December 2012 Newsletter

Dear Hands & Voices Family,As I mentioned in the last newsletter this month we are focusing on modes of communication.

This issue means so much to me as it will give parents more information and hopefully some knowledge that will help in some of the decision-making you have. Even if you have been in the process for a long time and are on an established path, I think you will still find some valuable information.

The thing to remember when it comes to choosing a mode of communication is to ask yourself what outcomes you want for your child. Do you want your child to be oral, but maybe have access to deaf adults? What will work best for your child to have access to language and give him/her the ability to connect with you and his/her community.

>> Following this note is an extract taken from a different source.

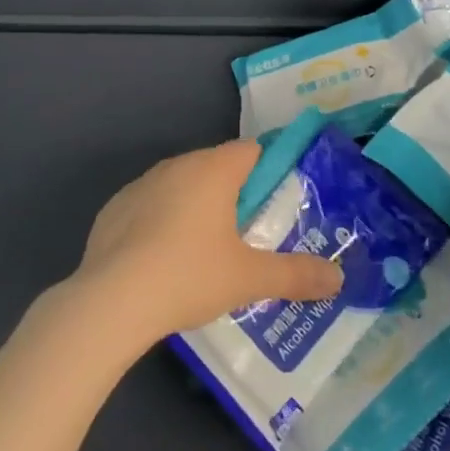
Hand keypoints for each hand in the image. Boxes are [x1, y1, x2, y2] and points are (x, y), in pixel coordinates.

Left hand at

This month I am setting all eloquence aside as there are a few things I want you to keep in mind as you read through this.

1. When talking outcomes, each child is different. If the mode of communication you have chosen isn’t working, then change it! You know your child the best; go with your instincts and what you want.

2. It is okay to ask your Early Intervention provider/service provider what their qualifications are in working with deaf/hard of hearing child. They have not all had the opportunity to work with deaf/hard of hearing children or children using hearing aids or cochlear implants.

3. If you disagree with the direction of your services, it’s okay to have a conversation with your provider. They want to do best by you and your child.

4. Not sure what to do? Talk to you Parent Guide. Your Guide will help you through the IFSP/IEP process, any questions you have about your child’s process or talk to you about your educational and communication options.

There is a lot of research that will support anything. These articles are written by the best local and national professionals who are current in deaf education. According to the Minneapolis Federal Reserve Bank  (MFRB) I actually have something right! Their study shows a return on investment in early education of 8:1. That means for every dollar invested in early education, the government saves $8! This translates to less money spent on our children in school, unemployment and food stamps. Translation: quality resources and training should be put into early intervention and early childhood special education.

On a very different note… as you know Hands & Voices works with families across the state from birth to 21. We provide ongoing training to our Board of Directors and Parent Guides to maintain a strong organizational foundation and qualified staff to work with the families.

I know that many of you look at different organizations to support during the holiday season. I hope you will consider Hands & Voices in your spirit of giving! $10 per month or a one time contribution would go a long way in allowing us to continue providing quality support to all of our families statewide. Does your company match your donation?! That’s a great way to double your efforts! Please go to to make a contribution. A letter will be sent to you for tax purposes.

Hands & Voices of Oregon has had an amazing year and we have you to thank for it! We have been featured in the community via radio, internet and publications. We were able to serve 79 new families while still serving over 100 families from the previous year. Next year we will take our parent education to a new level through webinars and our 2nd statewide conference which will be on October 5, 2013.

Until then, we wish you a wonderful holiday season!